The brain-development lag has huge implications for how we think about anxiety
and how we treat it. It suggests that anxious adolescents may not be very
responsive to psychotherapy that attempts to teach them to be unafraid, like
cognitive behavior therapy, which is zealously prescribed for teenagers.
What we have learned should also make us think twice — and then some — about the
ever rising use of stimulants in young people, because these drugs may worsen
anxiety and make it harder for teenagers to do what they are developmentally
supposed to do: learn to be unafraid when it is appropriate to do so.
As a psychiatrist, I’ve treated many adults with various anxiety disorders,
nearly all of whom trace the origin of the problem to their teenage years. They
typically report an uneventful childhood rudely interrupted by adolescent
anxiety. For many, the anxiety was inexplicable and came out of nowhere.

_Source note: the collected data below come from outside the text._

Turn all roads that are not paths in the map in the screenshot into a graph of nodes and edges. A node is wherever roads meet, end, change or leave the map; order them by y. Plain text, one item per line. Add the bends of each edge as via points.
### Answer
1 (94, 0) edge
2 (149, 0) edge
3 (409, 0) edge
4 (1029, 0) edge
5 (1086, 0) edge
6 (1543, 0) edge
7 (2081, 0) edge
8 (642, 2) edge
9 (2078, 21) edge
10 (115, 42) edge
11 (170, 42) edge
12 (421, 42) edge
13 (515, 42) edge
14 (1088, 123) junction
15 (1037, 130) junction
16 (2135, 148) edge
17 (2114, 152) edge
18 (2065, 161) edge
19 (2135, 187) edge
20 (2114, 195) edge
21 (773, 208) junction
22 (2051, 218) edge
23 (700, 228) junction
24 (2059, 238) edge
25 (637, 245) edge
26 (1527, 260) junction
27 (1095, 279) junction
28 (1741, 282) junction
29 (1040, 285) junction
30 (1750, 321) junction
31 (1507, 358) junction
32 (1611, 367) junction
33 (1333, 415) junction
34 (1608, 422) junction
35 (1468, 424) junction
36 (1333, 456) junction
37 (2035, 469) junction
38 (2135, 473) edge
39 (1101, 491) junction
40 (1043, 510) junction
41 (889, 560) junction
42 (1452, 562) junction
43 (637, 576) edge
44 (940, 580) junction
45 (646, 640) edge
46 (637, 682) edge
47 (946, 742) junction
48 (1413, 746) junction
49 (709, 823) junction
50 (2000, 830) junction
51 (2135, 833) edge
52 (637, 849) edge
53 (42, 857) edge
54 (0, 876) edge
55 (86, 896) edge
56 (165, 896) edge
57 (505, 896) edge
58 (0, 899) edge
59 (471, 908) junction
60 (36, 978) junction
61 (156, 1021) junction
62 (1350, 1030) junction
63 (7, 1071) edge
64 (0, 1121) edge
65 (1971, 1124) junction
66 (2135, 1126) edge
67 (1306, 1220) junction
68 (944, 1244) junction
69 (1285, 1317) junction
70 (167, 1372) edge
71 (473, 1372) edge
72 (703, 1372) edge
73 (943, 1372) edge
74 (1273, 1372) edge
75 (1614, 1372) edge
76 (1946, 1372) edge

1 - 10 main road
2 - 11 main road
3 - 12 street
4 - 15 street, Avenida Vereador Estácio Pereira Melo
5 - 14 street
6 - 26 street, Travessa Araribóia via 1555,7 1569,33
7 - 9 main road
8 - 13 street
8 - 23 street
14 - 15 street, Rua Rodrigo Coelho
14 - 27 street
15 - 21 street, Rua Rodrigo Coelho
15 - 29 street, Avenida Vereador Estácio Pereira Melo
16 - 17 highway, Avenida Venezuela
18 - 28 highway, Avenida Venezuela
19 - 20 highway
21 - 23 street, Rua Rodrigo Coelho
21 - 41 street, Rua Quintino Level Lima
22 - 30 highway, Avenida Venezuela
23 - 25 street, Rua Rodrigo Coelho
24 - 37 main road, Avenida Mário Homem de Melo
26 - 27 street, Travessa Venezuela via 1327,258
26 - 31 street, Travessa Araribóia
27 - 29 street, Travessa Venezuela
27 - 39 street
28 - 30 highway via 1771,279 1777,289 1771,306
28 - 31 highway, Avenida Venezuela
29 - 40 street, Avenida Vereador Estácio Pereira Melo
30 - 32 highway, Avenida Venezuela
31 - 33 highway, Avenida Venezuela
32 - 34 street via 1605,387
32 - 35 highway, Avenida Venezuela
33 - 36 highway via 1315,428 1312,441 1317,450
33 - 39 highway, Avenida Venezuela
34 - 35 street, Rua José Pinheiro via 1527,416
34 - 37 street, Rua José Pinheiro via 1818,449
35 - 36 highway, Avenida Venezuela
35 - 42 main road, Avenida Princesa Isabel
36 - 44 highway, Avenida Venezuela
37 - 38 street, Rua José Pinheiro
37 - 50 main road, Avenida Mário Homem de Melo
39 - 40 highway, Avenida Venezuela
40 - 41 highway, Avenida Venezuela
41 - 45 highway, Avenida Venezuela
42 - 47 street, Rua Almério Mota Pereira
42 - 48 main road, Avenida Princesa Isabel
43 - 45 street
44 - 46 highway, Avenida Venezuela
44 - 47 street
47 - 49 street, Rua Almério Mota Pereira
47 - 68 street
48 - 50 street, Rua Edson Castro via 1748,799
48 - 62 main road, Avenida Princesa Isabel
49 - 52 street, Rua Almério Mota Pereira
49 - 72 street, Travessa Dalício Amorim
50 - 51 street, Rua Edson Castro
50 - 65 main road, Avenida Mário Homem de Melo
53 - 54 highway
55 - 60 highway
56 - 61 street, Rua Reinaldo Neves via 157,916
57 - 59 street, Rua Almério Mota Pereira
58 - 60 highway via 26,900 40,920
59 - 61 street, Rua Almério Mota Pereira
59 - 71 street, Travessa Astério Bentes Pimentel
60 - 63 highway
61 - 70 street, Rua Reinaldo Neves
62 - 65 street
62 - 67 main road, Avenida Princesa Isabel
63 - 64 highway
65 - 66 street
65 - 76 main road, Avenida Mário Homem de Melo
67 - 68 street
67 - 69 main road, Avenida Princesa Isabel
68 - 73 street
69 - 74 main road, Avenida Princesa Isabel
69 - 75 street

OF course, most adolescents do not develop anxiety disorders, but acquire the
skill to modulate their fear as their prefrontal cortex matures in young
adulthood, at around age 25. But up to 20 percent of adolescents in the United
States experience a diagnosable anxiety disorder, like generalized anxiety or
panic attacks, probably resulting from a mix of genetic factors and
environmental influences. The prevalence of anxiety disorders and risky behavior
(both of which reflect this developmental disjunction in the brain) have been
relatively steady, which suggests to me that the biological contribution is very
significant.
One of my patients, a 32-year-old man, recalled feeling anxious in social
gatherings as a teenager. “It was viscerally unpleasant and I felt as if I
couldn’t even speak the same language as other people in the room,” he said. It
wasn’t that he disliked human company; rather, socializing in groups felt
dangerous, even though intellectually he knew that wasn’t the case. He developed
a strategy early on to deal with his discomfort: alcohol. When he drank, he felt
relaxed and able to engage. Now treated and sober for several years, he still
has a trace of social anxiety and still wishes for a drink in anticipation of
socializing.
Of course, we all experience anxiety. Among other things, it’s a normal
emotional response to threatening situations. The hallmark of an anxiety
disorder is the persistence of anxiety that causes intense distress and
interferes with functioning even in safe settings, long after any threat has
receded.
We’ve recently learned that adolescents show heightened fear responses and have
difficulty learning how not to be afraid. In one study using brain M.R.I.,
researchers at Weill Cornell Medical College and Stanford University found that
when adolescents were shown fearful faces, they had exaggerated responses in the
amygdala compared with children and adults.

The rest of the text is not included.